The £4 billion ($6.1 billion) fund, which manages the defined benefit pension schemes of collapsed businesses, is adjusting its portfolio allocation model by reducing its exposure to listed equities and introducing a new allocation to alternative assets, including private equity, infrastructure and property investments. The PPF also has a mandate to invest around the world.
PPF Chief Executive Alan Rubenstein said the fund plans to maintain its low-risk approach to investments, with at least 65 percent of the portfolio invested in cash and bonds, 20 percent dedicated to alternatives, and the remaining 10 percent reserved for public equity.
According to a statement of investment principles adopted by the fund, the PPF’s priority will be to generate a higher return for its clients by diversifying into additional asset classes but with the same level of risk as before. The aim of the fund is to outperform its benchmarks during the year by 1.8 percentage points, rather than the current target of 1.4 percentage points.

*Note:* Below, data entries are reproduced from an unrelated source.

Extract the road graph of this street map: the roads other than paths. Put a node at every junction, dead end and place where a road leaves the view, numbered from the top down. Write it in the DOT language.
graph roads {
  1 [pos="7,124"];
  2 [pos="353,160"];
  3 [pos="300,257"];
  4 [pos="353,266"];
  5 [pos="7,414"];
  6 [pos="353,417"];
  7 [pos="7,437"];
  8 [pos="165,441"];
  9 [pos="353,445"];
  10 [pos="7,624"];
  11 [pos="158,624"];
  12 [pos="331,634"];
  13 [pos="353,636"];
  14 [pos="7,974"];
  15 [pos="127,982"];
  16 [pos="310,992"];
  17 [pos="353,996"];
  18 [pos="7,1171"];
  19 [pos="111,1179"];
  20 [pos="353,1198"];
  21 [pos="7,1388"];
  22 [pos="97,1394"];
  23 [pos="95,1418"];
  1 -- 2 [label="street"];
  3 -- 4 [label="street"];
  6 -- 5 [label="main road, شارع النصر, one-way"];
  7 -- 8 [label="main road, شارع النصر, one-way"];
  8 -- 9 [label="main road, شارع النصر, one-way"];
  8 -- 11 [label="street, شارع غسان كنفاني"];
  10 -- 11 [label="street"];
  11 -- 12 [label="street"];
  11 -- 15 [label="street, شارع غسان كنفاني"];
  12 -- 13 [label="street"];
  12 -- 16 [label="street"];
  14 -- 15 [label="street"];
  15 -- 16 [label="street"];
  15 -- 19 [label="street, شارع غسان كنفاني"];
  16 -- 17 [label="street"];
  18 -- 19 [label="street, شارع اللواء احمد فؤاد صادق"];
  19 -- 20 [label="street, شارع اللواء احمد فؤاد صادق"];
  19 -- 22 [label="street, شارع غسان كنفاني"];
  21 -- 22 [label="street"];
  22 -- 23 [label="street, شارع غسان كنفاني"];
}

In a prepared statement Rubenstein said: “Our portfolio is nearing the £4 billion mark, which means we now have far more opportunity to diversify our assets and greater buying power than ever before. Some investment markets are easier to access if you are a larger investor and the costs of that access come down too.”
A spokesperson for the PPF declined to comment on the breakdown of allocation within alternative investments, stating it was too early to specify details and noting that the fund is still waiting to confirm its private equity fund managers.
The Pension Protection Fund was set up under the provisions of the Pensions Act 2004 in April 2005 and is classified as a public financial corporation. It has been established to pay compensation to members of eligible defined-benefit and hybrid pension schemes when they have insufficient assets.